The clinical virology laboratory at the world-renowned institute produces about 1,000 tests a day. The tests give results in about 24 hours.
Headquartered in Rochester, Minnesota, the Mayo Clinic is one of the largest not‐for‐profit, academic health systems in the nation. With a focus on caring for patients with serious, complex illnesses, the clinic operates in five states and cares for more than 1 million people a year.

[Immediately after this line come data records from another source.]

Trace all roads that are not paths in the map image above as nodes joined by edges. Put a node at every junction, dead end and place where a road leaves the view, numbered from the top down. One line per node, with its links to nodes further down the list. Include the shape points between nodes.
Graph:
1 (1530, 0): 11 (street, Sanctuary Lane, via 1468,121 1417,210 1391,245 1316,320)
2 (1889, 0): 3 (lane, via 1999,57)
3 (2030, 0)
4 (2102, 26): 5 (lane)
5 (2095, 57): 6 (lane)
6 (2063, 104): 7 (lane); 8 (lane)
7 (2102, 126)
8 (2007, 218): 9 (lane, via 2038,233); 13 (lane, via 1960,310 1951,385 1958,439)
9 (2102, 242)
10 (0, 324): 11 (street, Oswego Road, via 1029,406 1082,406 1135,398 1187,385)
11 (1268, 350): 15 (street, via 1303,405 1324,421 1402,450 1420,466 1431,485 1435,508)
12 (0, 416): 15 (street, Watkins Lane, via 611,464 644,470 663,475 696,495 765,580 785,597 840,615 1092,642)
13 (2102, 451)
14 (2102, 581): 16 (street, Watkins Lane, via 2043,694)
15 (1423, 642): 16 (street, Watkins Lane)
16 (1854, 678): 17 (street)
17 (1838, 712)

For many years, Espy has done molecular and PCR testing at Mayo. He and his colleagues were instrumental in developing real-time PCR for use in the clinical laboratory. PCR, or polymerase chain reaction, is a method used widely in molecular biology to make up to billions of copies of a specific DNA sample rapidly, enabling scientists to take a very small sample of DNA and amplify it to a large enough amount to study in detail.
Because of the experience Espy had gained from years of laboratory analyses, he was able to take the published genetic sequence of the coronavirus (COVID-19) and develop probes to detect it using PCR.
Espy said it was a difficult process.
“The program picked out what it believes are good sequences to use based on the parameters I have set. I then look at the chosen sequences and — based on my experience and intuition — I pick what I think are the best ones,” he said. “The sequences are then made to be ready for testing. The hard part was determining how well the sequences worked.”
Espy was able to find a patient who tested positive for COVID-19, enabling his team to determine the best primer/probes combinations to the chosen gene targets of the virus.
“From there, we were able to do all of the necessary testing to validate the assays, so that they could be used clinically,” he said.
Previously, Espy developed a test to detect H1NI, the most common cause of human influenza in 2009 and associated with the 1918 outbreak known as the Spanish flu.
Espy grew up in Dayton, graduating from Wayne High School in 1975. In 1979, he earned his bachelor’s degree at Otterbein College, where he was inspired by a lecture from a microbiology professor from Wright State.
Espy graduated from Wright State with a master’s degree in microbiology in 1981 and for the following three years worked on his Ph.D. in microbiology at the University of Louisville.
In 1985, Espy interviewed for a job at the Mayo Clinic, which was looking for a developmental technologist to conduct research in clinical virology.
“Mayo was and is an impressive institute and if I was lucky enough to be hired I felt I would be involved with some interesting work,” he said.
Espy was indeed hired and began what has been a 35-year career at Mayo. He is currently one of the clinic’s developmental technologist coordinators.
“Getting my master’s degree at Wright State University was an incredible experience,” he said. “The experience taught me a lot and set me on the path of the career I have today.”